(Problem to solve): Images embedded in the records are excluded; print everything else exactly as given.

(Source material):
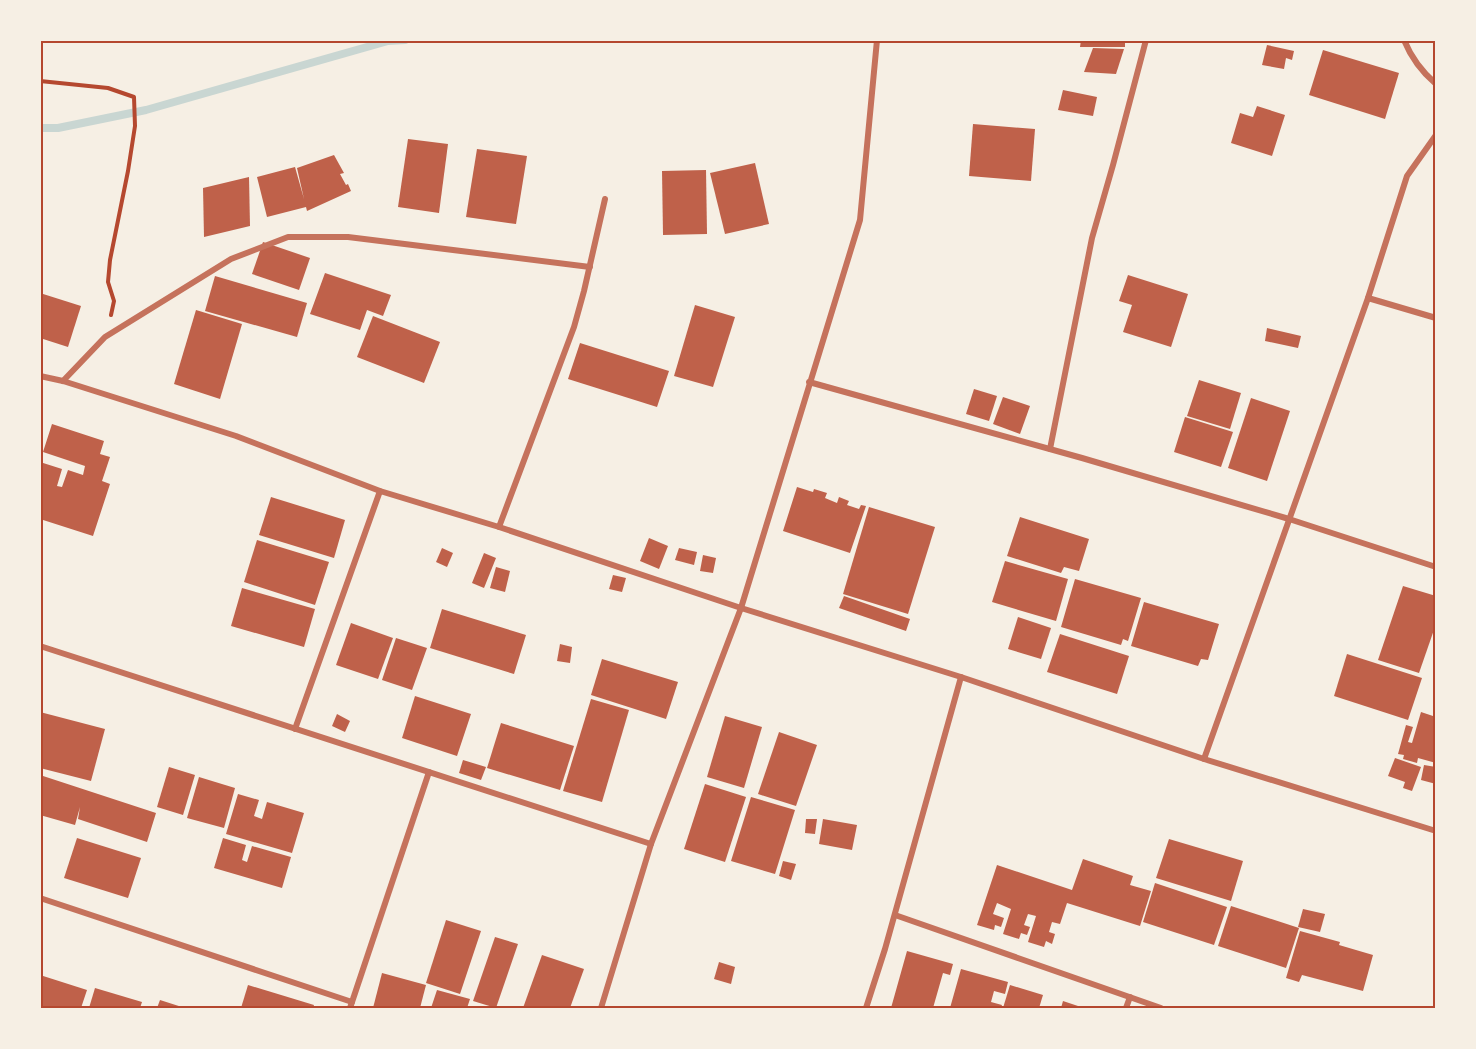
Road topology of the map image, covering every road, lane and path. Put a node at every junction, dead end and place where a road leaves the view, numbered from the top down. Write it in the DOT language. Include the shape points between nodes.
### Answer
graph roads {
  1 [pos="877,40"];
  2 [pos="1146,40"];
  3 [pos="1404,40"];
  4 [pos="40,81"];
  5 [pos="1436,84"];
  6 [pos="1436,135"];
  7 [pos="605,199"];
  8 [pos="590,267"];
  9 [pos="1368,297"];
  10 [pos="1436,318"];
  11 [pos="105,337"];
  12 [pos="40,376"];
  13 [pos="63,381"];
  14 [pos="809,382"];
  15 [pos="1050,449"];
  16 [pos="380,491"];
  17 [pos="1289,519"];
  18 [pos="499,527"];
  19 [pos="1436,567"];
  20 [pos="741,608"];
  21 [pos="40,646"];
  22 [pos="961,677"];
  23 [pos="295,729"];
  24 [pos="1204,759"];
  25 [pos="429,772"];
  26 [pos="1436,831"];
  27 [pos="651,844"];
  28 [pos="40,898"];
  29 [pos="895,915"];
  30 [pos="1130,997"];
  31 [pos="351,1005"];
  32 [pos="601,1008"];
  33 [pos="866,1008"];
  34 [pos="1126,1008"];
  35 [pos="1161,1008"];
  1 -- 14 [label="street" via="860,220"];
  2 -- 15 [label="street" via="1092,238"];
  3 -- 5 [label="street" via="1425,74"];
  4 -- 11 [label="path" via="108,88 134,97 135,126 110,261 108,282 114,301"];
  6 -- 9 [label="street" via="1407,176"];
  7 -- 8 [label="street"];
  8 -- 11 [label="street" via="348,237 288,237 231,259"];
  8 -- 18 [label="street" via="574,327"];
  9 -- 10 [label="street"];
  9 -- 17 [label="street"];
  11 -- 13 [label="street"];
  12 -- 13 [label="street"];
  13 -- 16 [label="street" via="236,436"];
  14 -- 15 [label="street"];
  14 -- 20 [label="street"];
  15 -- 17 [label="street"];
  16 -- 18 [label="street"];
  16 -- 23 [label="street"];
  17 -- 19 [label="street"];
  17 -- 24 [label="street"];
  18 -- 20 [label="street"];
  20 -- 22 [label="street"];
  20 -- 27 [label="street"];
  21 -- 23 [label="street"];
  22 -- 24 [label="street"];
  22 -- 29 [label="street"];
  23 -- 25 [label="street"];
  24 -- 26 [label="street"];
  25 -- 27 [label="street"];
  25 -- 31 [label="street"];
  27 -- 32 [label="street"];
  28 -- 31 [label="street"];
  29 -- 30 [label="street"];
  29 -- 33 [label="street"];
  30 -- 34 [label="street"];
  30 -- 35 [label="street"];
}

(Task response):
Road topology of the map image, covering every road, lane and path. Put a node at every junction, dead end and place where a road leaves the view, numbered from the top down. Write it in the DOT language. Include the shape points between nodes.
### Answer
graph roads {
  1 [pos="877,40"];
  2 [pos="1146,40"];
  3 [pos="1404,40"];
  4 [pos="40,81"];
  5 [pos="1436,84"];
  6 [pos="1436,135"];
  7 [pos="605,199"];
  8 [pos="590,267"];
  9 [pos="1368,297"];
  10 [pos="1436,318"];
  11 [pos="105,337"];
  12 [pos="40,376"];
  13 [pos="63,381"];
  14 [pos="809,382"];
  15 [pos="1050,449"];
  16 [pos="380,491"];
  17 [pos="1289,519"];
  18 [pos="499,527"];
  19 [pos="1436,567"];
  20 [pos="741,608"];
  21 [pos="40,646"];
  22 [pos="961,677"];
  23 [pos="295,729"];
  24 [pos="1204,759"];
  25 [pos="429,772"];
  26 [pos="1436,831"];
  27 [pos="651,844"];
  28 [pos="40,898"];
  29 [pos="895,915"];
  30 [pos="1130,997"];
  31 [pos="351,1005"];
  32 [pos="601,1008"];
  33 [pos="866,1008"];
  34 [pos="1126,1008"];
  35 [pos="1161,1008"];
  1 -- 14 [label="street" via="860,220"];
  2 -- 15 [label="street" via="1092,238"];
  3 -- 5 [label="street" via="1425,74"];
  4 -- 11 [label="path" via="108,88 134,97 135,126 110,261 108,282 114,301"];
  6 -- 9 [label="street" via="1407,176"];
  7 -- 8 [label="street"];
  8 -- 11 [label="street" via="348,237 288,237 231,259"];
  8 -- 18 [label="street" via="574,327"];
  9 -- 10 [label="street"];
  9 -- 17 [label="street"];
  11 -- 13 [label="street"];
  12 -- 13 [label="street"];
  13 -- 16 [label="street" via="236,436"];
  14 -- 15 [label="street"];
  14 -- 20 [label="street"];
  15 -- 17 [label="street"];
  16 -- 18 [label="street"];
  16 -- 23 [label="street"];
  17 -- 19 [label="street"];
  17 -- 24 [label="street"];
  18 -- 20 [label="street"];
  20 -- 22 [label="street"];
  20 -- 27 [label="street"];
  21 -- 23 [label="street"];
  22 -- 24 [label="street"];
  22 -- 29 [label="street"];
  23 -- 25 [label="street"];
  24 -- 26 [label="street"];
  25 -- 27 [label="street"];
  25 -- 31 [label="street"];
  27 -- 32 [label="street"];
  28 -- 31 [label="street"];
  29 -- 30 [label="street"];
  29 -- 33 [label="street"];
  30 -- 34 [label="street"];
  30 -- 35 [label="street"];
}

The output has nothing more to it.